## Your assignment
Scan the listing below for the word "Right" and copy every line that has it.

## Input for this task

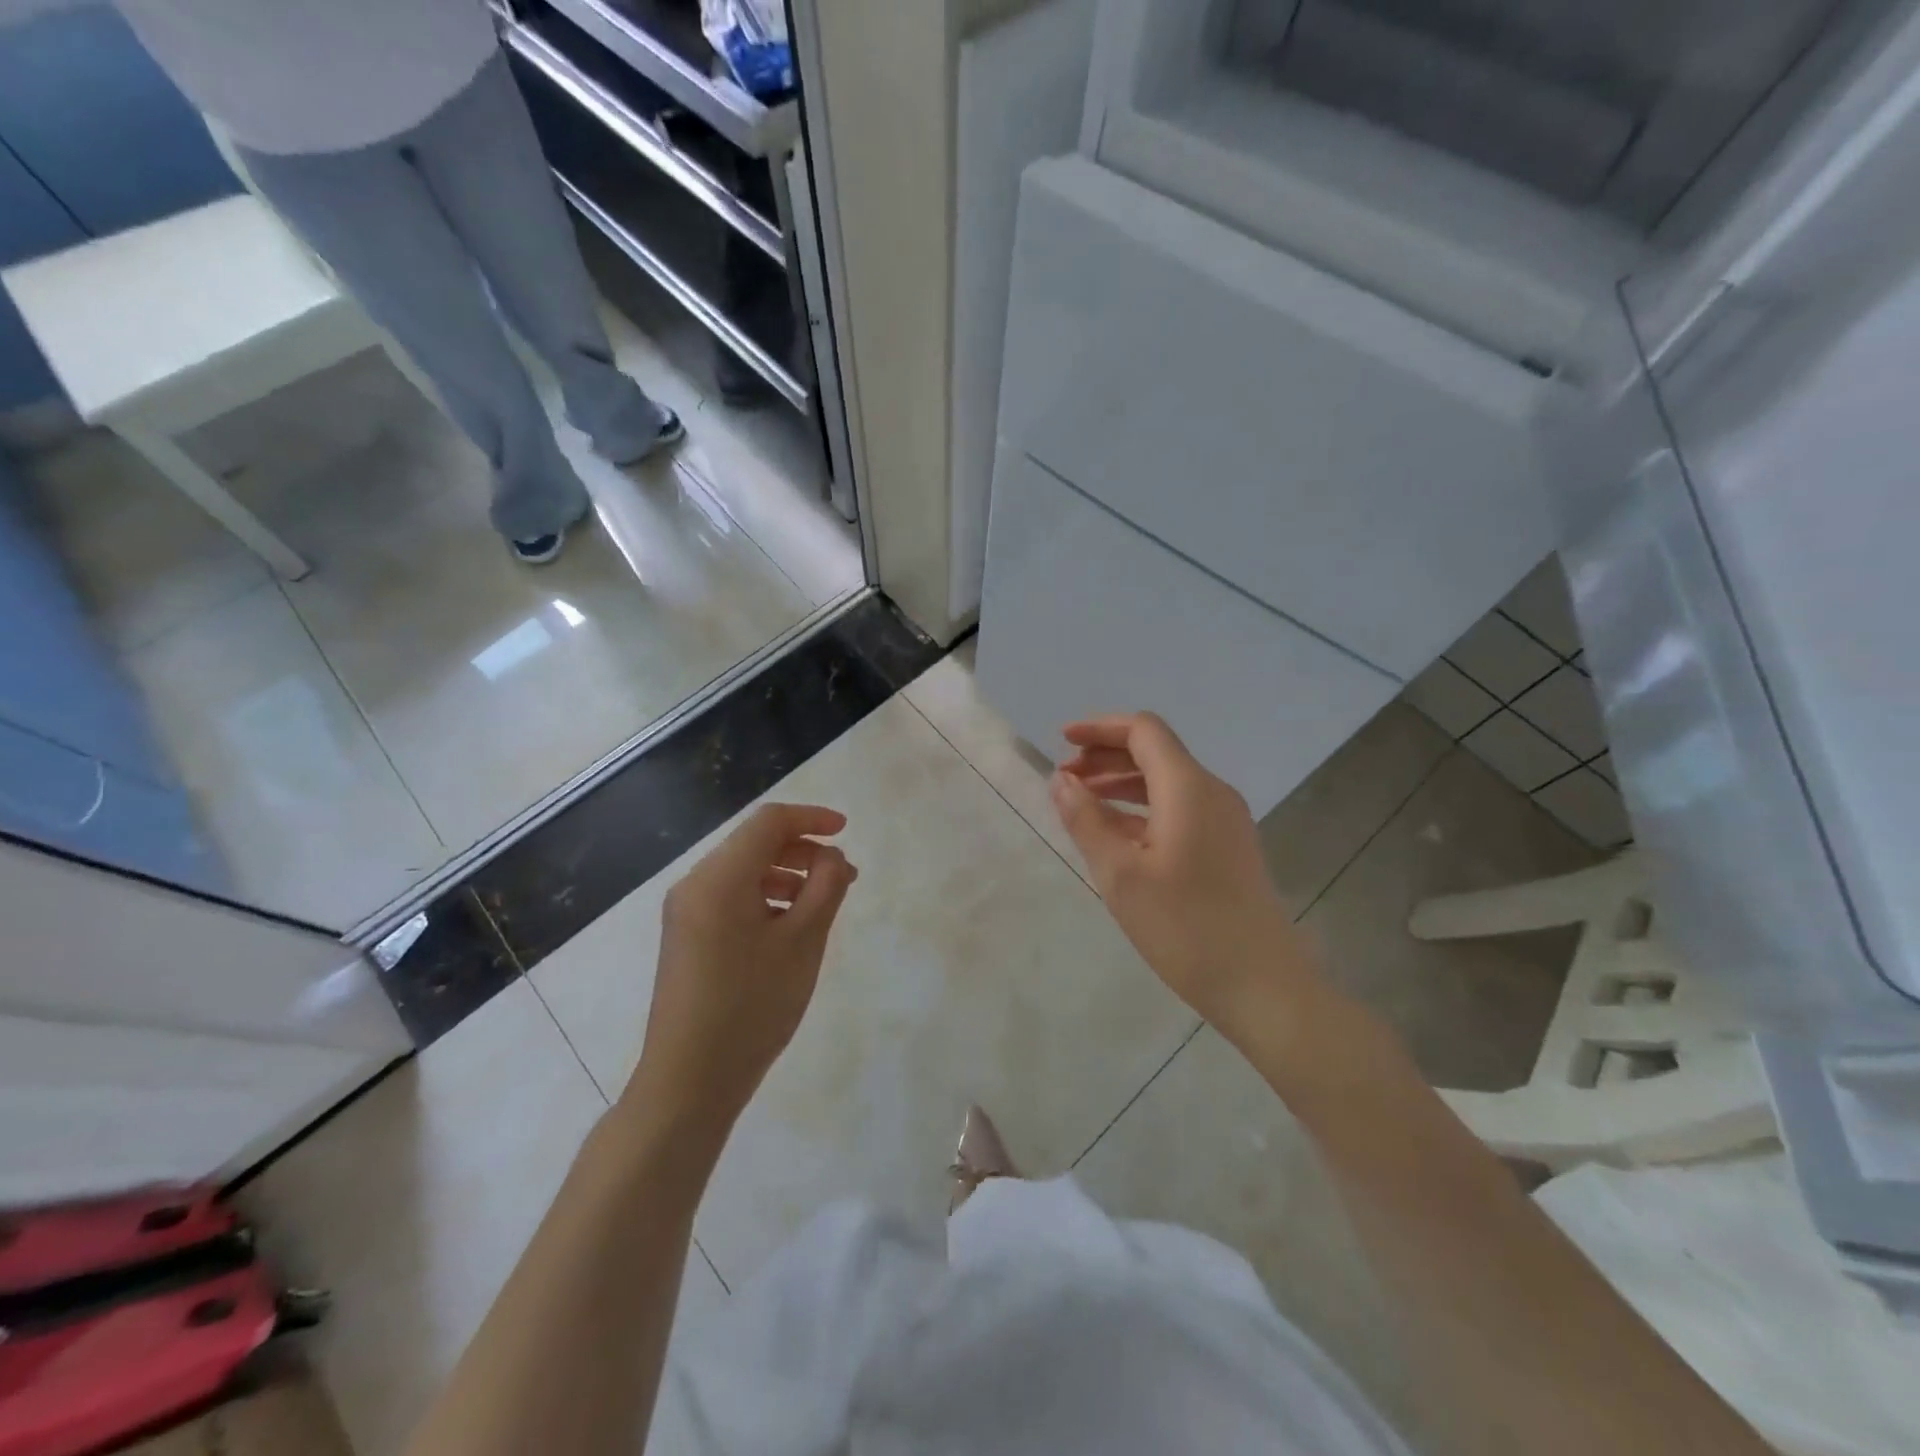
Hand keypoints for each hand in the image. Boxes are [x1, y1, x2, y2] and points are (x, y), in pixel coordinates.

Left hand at [628, 804, 856, 1132]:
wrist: (689, 1080)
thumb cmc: (752, 1006)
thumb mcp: (802, 942)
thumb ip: (825, 887)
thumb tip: (832, 857)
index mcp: (719, 878)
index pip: (769, 822)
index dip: (811, 818)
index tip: (846, 831)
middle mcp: (695, 884)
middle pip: (754, 844)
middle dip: (802, 851)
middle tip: (843, 877)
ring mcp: (686, 912)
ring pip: (743, 871)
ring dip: (787, 875)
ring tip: (823, 904)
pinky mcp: (686, 936)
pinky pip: (731, 897)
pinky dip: (765, 898)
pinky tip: (790, 927)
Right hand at [1050, 713, 1320, 1036]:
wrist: (1263, 986)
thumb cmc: (1185, 927)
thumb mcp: (1120, 873)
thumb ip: (1086, 820)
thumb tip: (1061, 781)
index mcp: (1189, 787)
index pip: (1143, 730)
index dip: (1100, 728)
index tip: (1062, 741)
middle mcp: (1212, 792)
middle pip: (1155, 752)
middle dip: (1106, 756)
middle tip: (1065, 779)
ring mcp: (1225, 821)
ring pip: (1167, 781)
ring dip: (1122, 784)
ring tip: (1082, 804)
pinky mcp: (1228, 847)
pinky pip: (1179, 809)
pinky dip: (1142, 809)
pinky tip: (1116, 835)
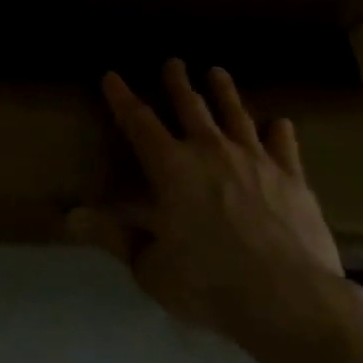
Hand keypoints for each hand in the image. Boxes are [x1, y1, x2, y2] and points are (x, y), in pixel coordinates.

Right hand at [71, 59, 345, 359]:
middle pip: (190, 106)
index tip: (111, 75)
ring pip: (235, 114)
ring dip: (224, 92)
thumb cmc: (210, 284)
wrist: (291, 300)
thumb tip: (70, 217)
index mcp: (170, 167)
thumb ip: (113, 238)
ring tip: (217, 72)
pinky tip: (281, 123)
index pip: (138, 122)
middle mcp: (209, 150)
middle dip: (177, 82)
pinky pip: (283, 146)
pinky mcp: (292, 178)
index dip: (122, 97)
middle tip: (174, 62)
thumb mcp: (150, 268)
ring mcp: (254, 160)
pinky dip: (279, 132)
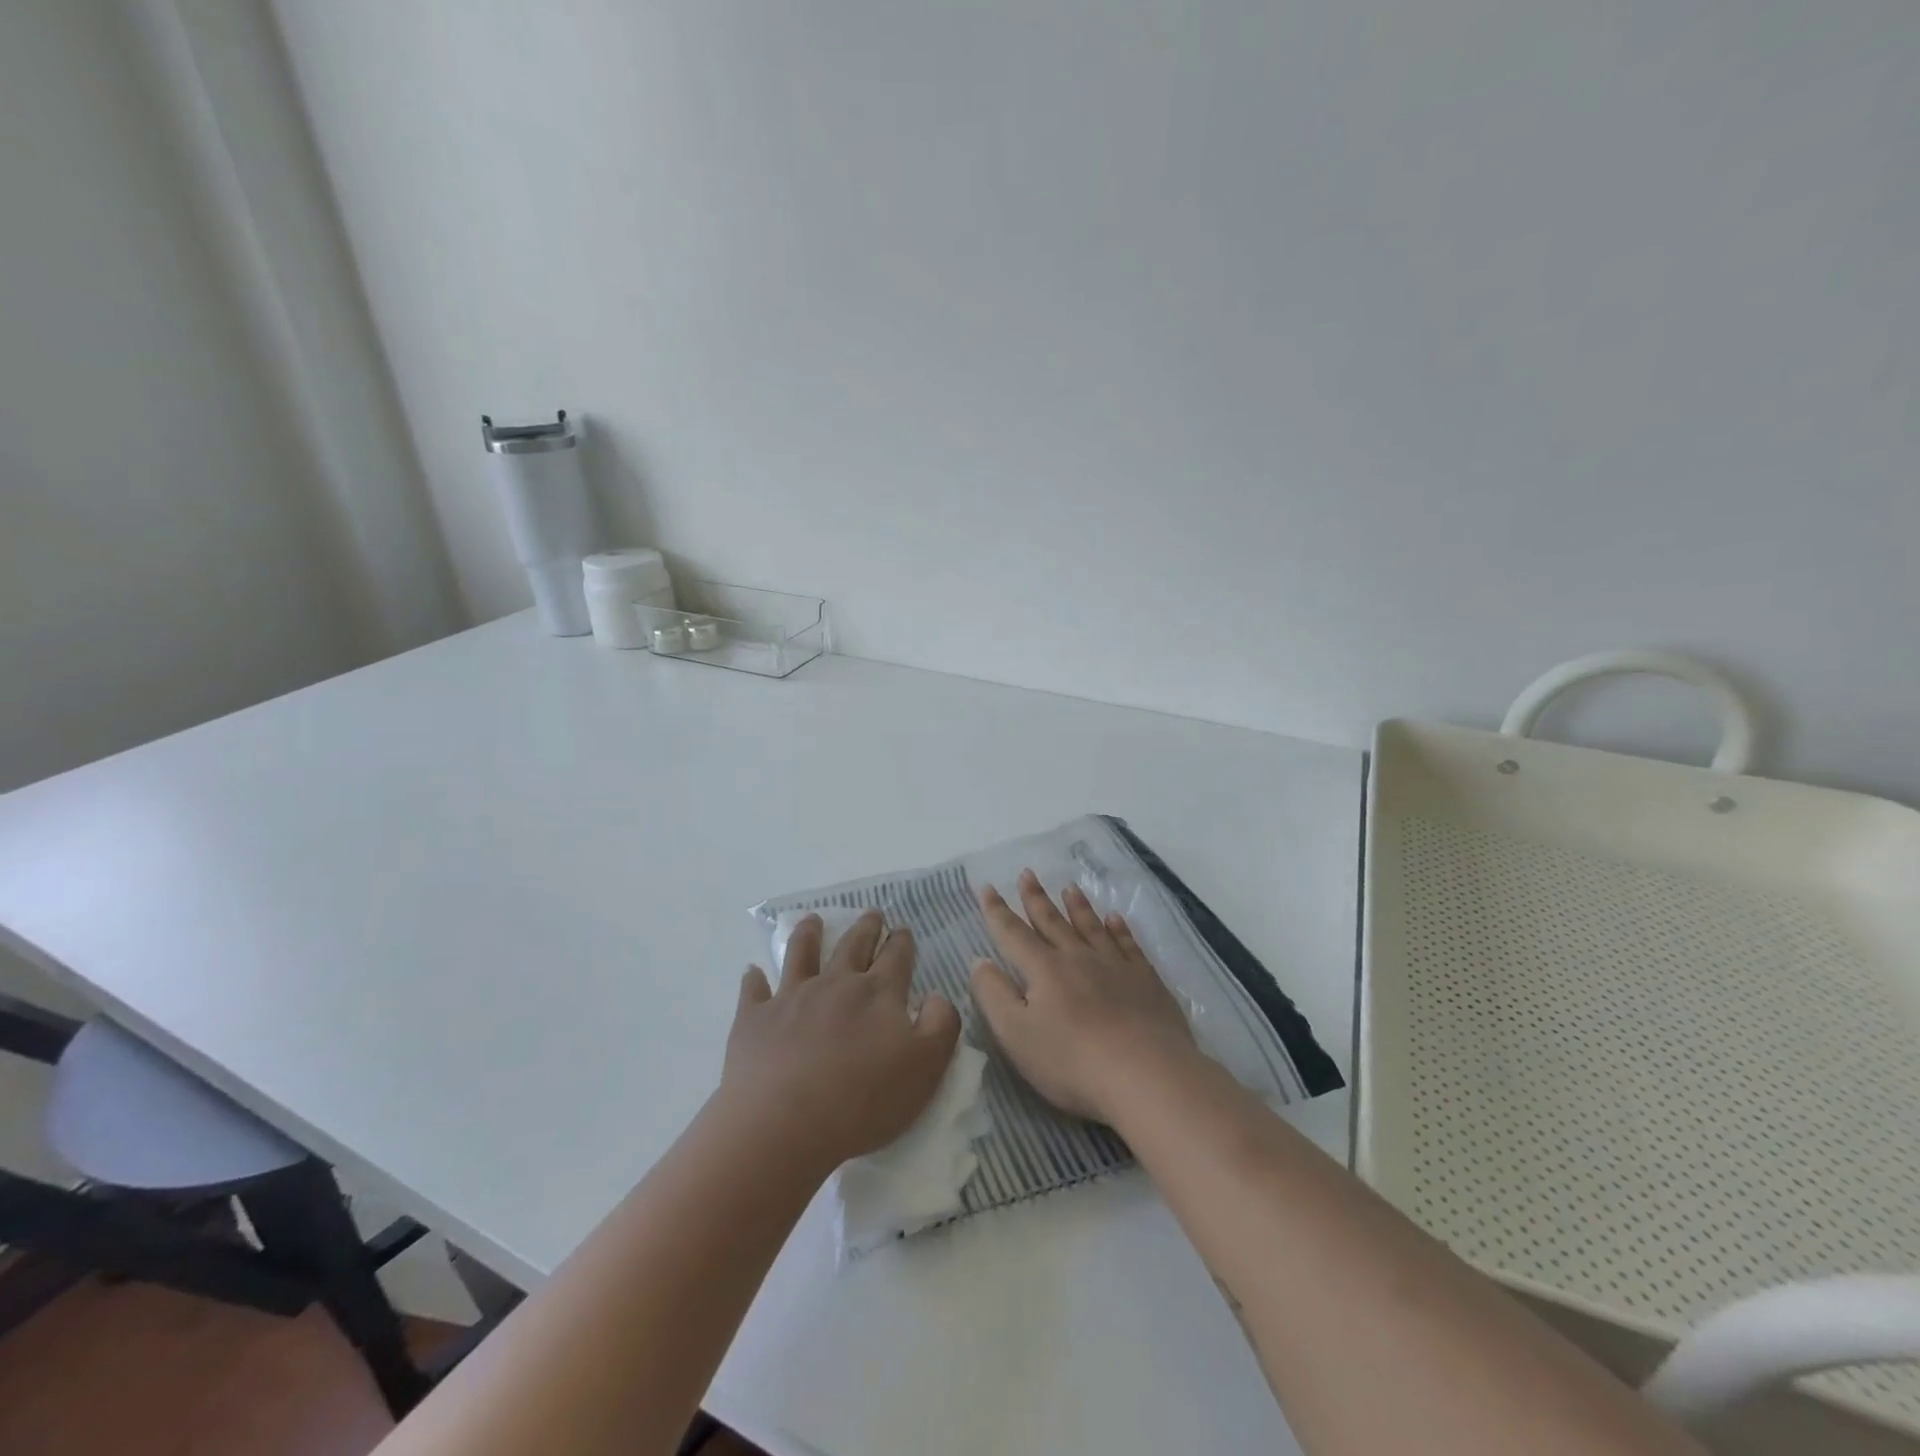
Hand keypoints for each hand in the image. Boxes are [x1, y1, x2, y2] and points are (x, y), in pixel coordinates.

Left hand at [722, 910, 961, 1172]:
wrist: (784, 1125)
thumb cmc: (863, 1100)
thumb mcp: (926, 1067)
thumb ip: (941, 1024)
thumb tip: (936, 995)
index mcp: (878, 993)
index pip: (896, 956)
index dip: (902, 941)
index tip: (903, 930)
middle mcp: (836, 984)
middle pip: (853, 945)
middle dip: (866, 927)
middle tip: (871, 913)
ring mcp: (792, 997)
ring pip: (802, 954)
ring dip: (809, 934)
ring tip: (812, 920)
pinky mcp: (755, 1019)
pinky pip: (754, 991)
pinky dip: (754, 979)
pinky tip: (753, 972)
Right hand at [969, 870, 1197, 1122]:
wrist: (1146, 1074)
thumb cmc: (1072, 1060)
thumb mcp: (1016, 1034)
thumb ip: (994, 994)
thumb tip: (980, 961)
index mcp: (1044, 969)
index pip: (1013, 933)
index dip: (997, 911)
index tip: (986, 887)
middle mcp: (1078, 957)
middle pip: (1052, 922)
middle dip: (1036, 898)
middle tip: (1027, 873)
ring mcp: (1115, 966)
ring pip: (1091, 927)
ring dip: (1078, 907)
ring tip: (1070, 887)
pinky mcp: (1146, 981)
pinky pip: (1128, 945)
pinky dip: (1120, 929)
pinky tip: (1116, 919)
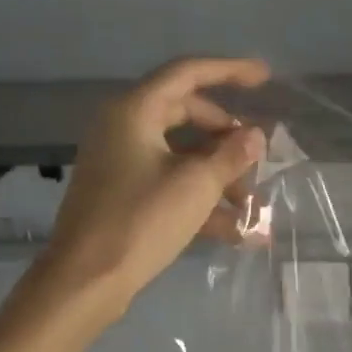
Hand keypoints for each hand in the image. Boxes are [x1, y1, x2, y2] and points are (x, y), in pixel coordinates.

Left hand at [36, 57, 268, 316]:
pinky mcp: (123, 195)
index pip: (187, 73)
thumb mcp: (196, 186)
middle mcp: (124, 128)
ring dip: (219, 176)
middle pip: (187, 115)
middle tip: (257, 157)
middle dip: (227, 138)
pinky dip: (201, 200)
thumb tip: (256, 135)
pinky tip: (236, 231)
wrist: (85, 281)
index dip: (229, 70)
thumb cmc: (141, 221)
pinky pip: (170, 184)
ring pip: (181, 155)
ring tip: (254, 207)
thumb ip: (231, 155)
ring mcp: (122, 163)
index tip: (265, 77)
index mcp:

## Exercise response
Right hand at [1050, 713, 1320, 1036]:
Right hand at [71, 59, 345, 359]:
Right hand at [969, 870, 1197, 1122]:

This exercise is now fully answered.